Laid the board out in Sprint Layout, and after ironing out the bugs with the help of Ben VK6FBLJ who put his eyes over the layout and noticed all the errors, the gerbers were then converted to gcode for routing.
Could fit 2 boards on the one sheet of FR4 the above picture is the boards on the mill deck still after routing and v-cutting in two.
And this is the finished board after being cleaned with steel wool and a coat of PCB lacquer being applied. They have come up rather nice looking. More to come on this, after they have been built and tested to see how stable they are.
Most of the parts are installed, I threw in a pair of 10mhz xtals for testing with, they will not be the what is used in the final board, but are good enough for testing purposes. Just have the inductors to wind, 10 turn pot to wire up and the 8v regulator to install and it is ready for smoke test. Oh and i was able to find a MV2109 varactor in my semi conductor box, so, no cheeping out and using a silicon rectifier.
Failure is always an option 🙂
So, i need a 1w driver amp to drive a pair of IRF510’s in a 10W final PA. Having played with a number of my own designs, and failed miserably, i decided that it was time to borrow from others something that is known to work. The following is the amp chain from The Beach 40 by VK3YE Peter Parker.
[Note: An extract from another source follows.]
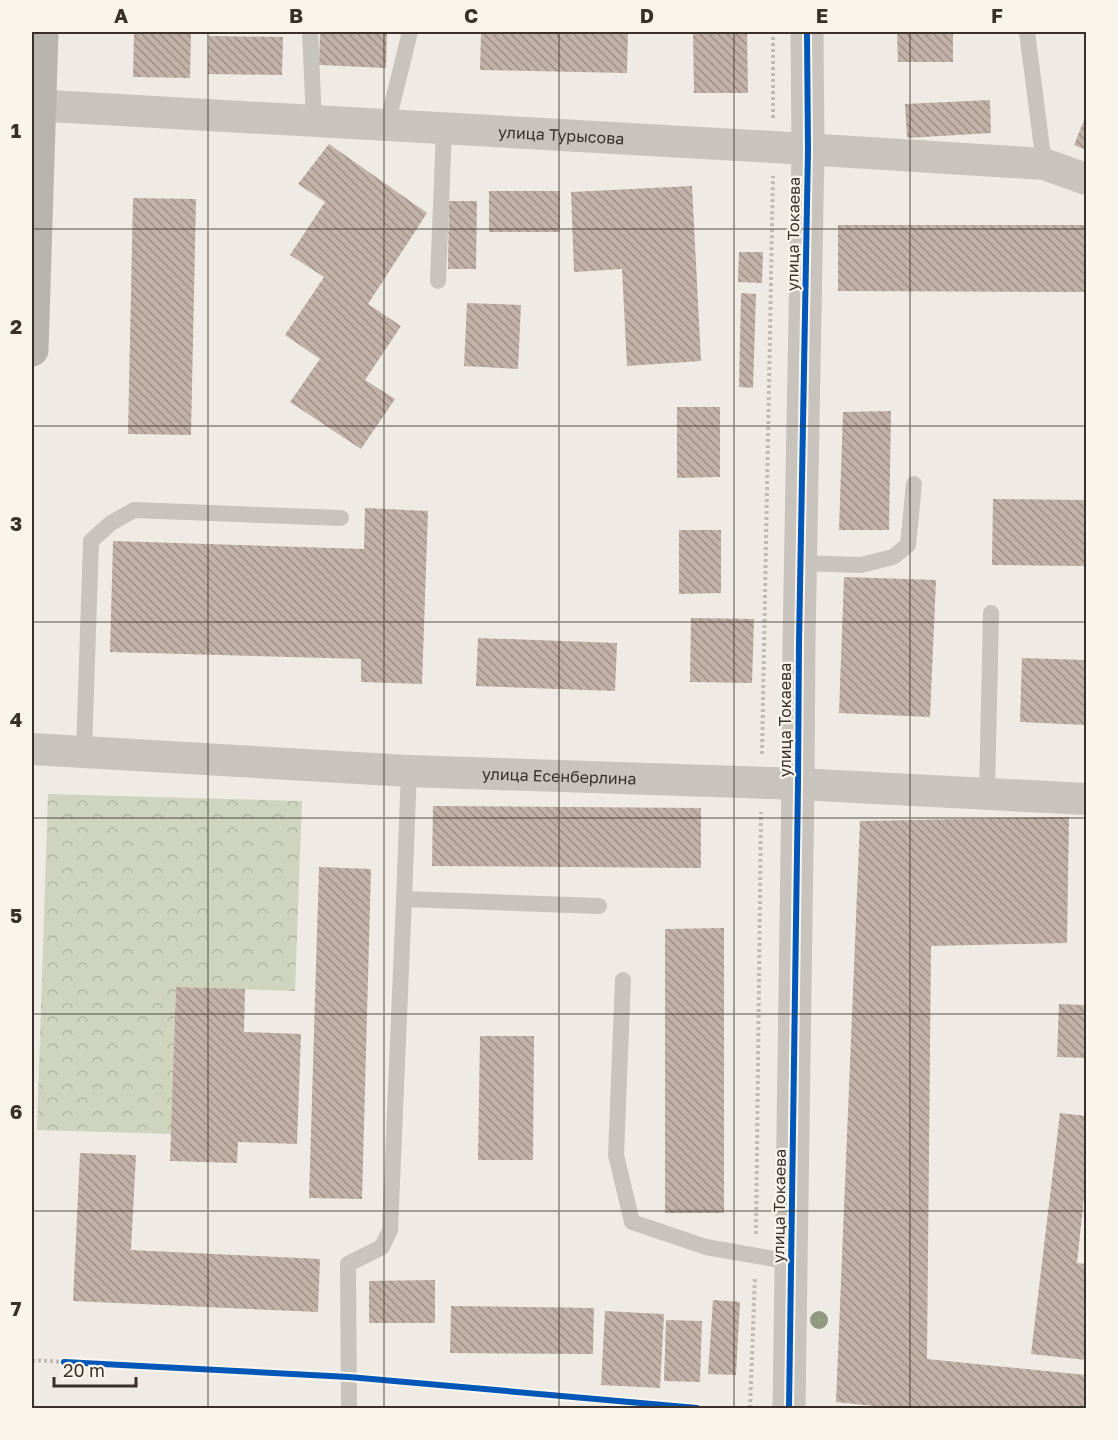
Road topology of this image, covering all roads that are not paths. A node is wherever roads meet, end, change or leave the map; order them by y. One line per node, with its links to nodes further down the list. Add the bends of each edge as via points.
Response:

I first laid out the board in Sprint Layout.
I then routed the board out on the CNC machine.
Then built the board and proceeded to smoke test it.
I have an obvious clipping issue because of 2 much gain in the 2nd stage where i reversed the bias and gain resistors by mistake, a quick fix on those should fix that ugly waveform. I also do not need almost 3w, I only need 1w, so i will also be increasing the gain resistors to bring the output back closer to the 1w i need. All in all, a successful experiment.